# Multiple Linear Regression, Part 1: 

## Feature Scaling and Model Assumptions

AKA - Topic 19 is too big to fit into one study group! We'll do part 1 today, focused on how we can better interpret the results of a linear regression model that includes multiple features, as well as some things to check to make sure our models are reliable.

### First: Set Up

In [None]:
# Basic imports

import numpy as np
import pandas as pd
pd.set_option('display.max_columns', 50)

import matplotlib.pyplot as plt
import seaborn as sns

Credit data from https://www.kaggle.com/avikpaul4u/credit-card-balance

Target: `Balance`

In [None]:
# Data
df = pd.read_csv('data/Credit.csv', 
                 usecols=['Income', 'Limit', 'Rating', 'Age', 'Balance'])

In [None]:
df.head()

In [None]:
df.describe()

## Multiple Linear Regression

Same as simple linear regression, but with more inputs!

In [None]:
# Let's start with statsmodels
import statsmodels.api as sm

In [None]:
# Define our X and y

X = None
y = None

In [None]:
# Create our model


In [None]:
# Look at our results


#### Observation time!

How'd we do? What looks different from the simple linear regression output? What in the world can we do with those coefficients?

- 


## Standardization, AKA Feature Scaling and Centering

Scaling data is the process of **increasing or decreasing the magnitude according to a fixed ratio.** You change the size but not the shape of the data. Often, this involves divivding features by their standard deviation.

Centering also does not change the shape of the data, but instead simply **removes the mean value  of each feature** so that each is centered around zero instead of their original mean.

The idea is that you can standardize data to be comparable, so that a model can interpret each individual feature more consistently.

**NOTE:** Feature Scaling is **NOT** the same as normalization!

Documentation: https://scikit-learn.org/stable/modules/preprocessing.html#preprocessing-scaler

#### [Standard Scaler](https://scikit-learn.org/stable/modules/generated/sklearn.preprocessing.StandardScaler.html)

The most common method of scaling is standardization.  In this method we center the data, then we divide by the standard devation to enforce that the standard deviation of the variable is one.

#### [MinMax Scalar](https://scikit-learn.org/stable/modules/generated/sklearn.preprocessing.MinMaxScaler.html)

From the documentation:

> This estimator scales and translates each feature individually such that it is in the given range on the training set, e.g. between zero and one.

#### [Robust Scaler](https://scikit-learn.org/stable/modules/generated/sklearn.preprocessing.RobustScaler.html)

From the documentation:

> Scale features using statistics that are robust to outliers.
>
> This Scaler removes the median and scales the data according to the quantile range (defaults to IQR: Interquartile Range).
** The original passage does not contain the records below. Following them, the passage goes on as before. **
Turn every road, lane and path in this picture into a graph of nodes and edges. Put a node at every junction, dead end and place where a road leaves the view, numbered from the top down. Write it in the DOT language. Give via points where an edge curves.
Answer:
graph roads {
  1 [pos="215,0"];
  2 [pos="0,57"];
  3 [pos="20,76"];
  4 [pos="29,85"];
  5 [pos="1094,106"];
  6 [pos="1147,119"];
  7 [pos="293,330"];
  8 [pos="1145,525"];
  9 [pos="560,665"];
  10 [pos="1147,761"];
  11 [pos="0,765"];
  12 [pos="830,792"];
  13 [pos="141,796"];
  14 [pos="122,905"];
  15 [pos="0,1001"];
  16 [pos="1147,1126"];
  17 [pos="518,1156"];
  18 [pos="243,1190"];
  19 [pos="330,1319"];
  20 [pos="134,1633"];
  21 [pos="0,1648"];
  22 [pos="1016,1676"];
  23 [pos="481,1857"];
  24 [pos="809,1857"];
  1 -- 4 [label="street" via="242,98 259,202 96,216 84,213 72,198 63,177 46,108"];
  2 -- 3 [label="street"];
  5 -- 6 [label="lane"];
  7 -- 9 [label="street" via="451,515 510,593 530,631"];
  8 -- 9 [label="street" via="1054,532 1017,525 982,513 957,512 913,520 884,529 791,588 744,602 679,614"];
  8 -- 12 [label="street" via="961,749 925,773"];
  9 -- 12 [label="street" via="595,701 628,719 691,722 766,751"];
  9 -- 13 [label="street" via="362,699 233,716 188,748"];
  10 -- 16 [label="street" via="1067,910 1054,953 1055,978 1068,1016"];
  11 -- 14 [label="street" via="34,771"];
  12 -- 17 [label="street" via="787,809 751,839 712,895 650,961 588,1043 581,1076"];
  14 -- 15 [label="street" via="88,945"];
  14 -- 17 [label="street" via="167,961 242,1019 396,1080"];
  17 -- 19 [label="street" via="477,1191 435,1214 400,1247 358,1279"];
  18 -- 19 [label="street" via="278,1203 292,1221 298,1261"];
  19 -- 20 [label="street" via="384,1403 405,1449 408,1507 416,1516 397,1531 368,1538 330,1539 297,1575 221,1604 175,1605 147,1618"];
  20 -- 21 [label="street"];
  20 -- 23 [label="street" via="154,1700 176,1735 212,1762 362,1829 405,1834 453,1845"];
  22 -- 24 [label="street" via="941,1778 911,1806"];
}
The IQR is the range between the 1st quartile (25th quantile) and the 3rd quartile (75th quantile).

Aka like a standard scaler, but uses median and IQR variance instead of mean and standard deviation.

### Visualize it!

In [None]:
# Importing some options so we can check out the differences between them
from sklearn.preprocessing import StandardScaler, MinMaxScaler, RobustScaler

In [None]:
# Instantiating our different scalers
stdscaler = StandardScaler()
minmaxscaler = MinMaxScaler()
robscaler = RobustScaler()

# Creating scaled versions of one column
X_scaled_std = stdscaler.fit_transform(X['Age'].values.reshape(-1, 1))
X_scaled_mm = minmaxscaler.fit_transform(X['Age'].values.reshape(-1, 1))
X_scaled_rob = robscaler.fit_transform(X['Age'].values.reshape(-1, 1))
# why fit_transform? We'll discuss in a second

# defining a dictionary of these things to better visualize
scalers = {'Original': X['Age'].values, 
           'Standard Scaler': X_scaled_std, 
           'Min Max Scaler': X_scaled_mm,
           'Robust Scaler': X_scaled_rob}

In [None]:
# visualize it!
for title, data in scalers.items():
    plt.hist(data, bins=20)
    plt.title(f"{title}")
    plt.show()

Are you thinking to yourself: "Hey - these all look the same."

**EXACTLY**

The point is that you change the scale on the X axis WITHOUT changing the shape of the data!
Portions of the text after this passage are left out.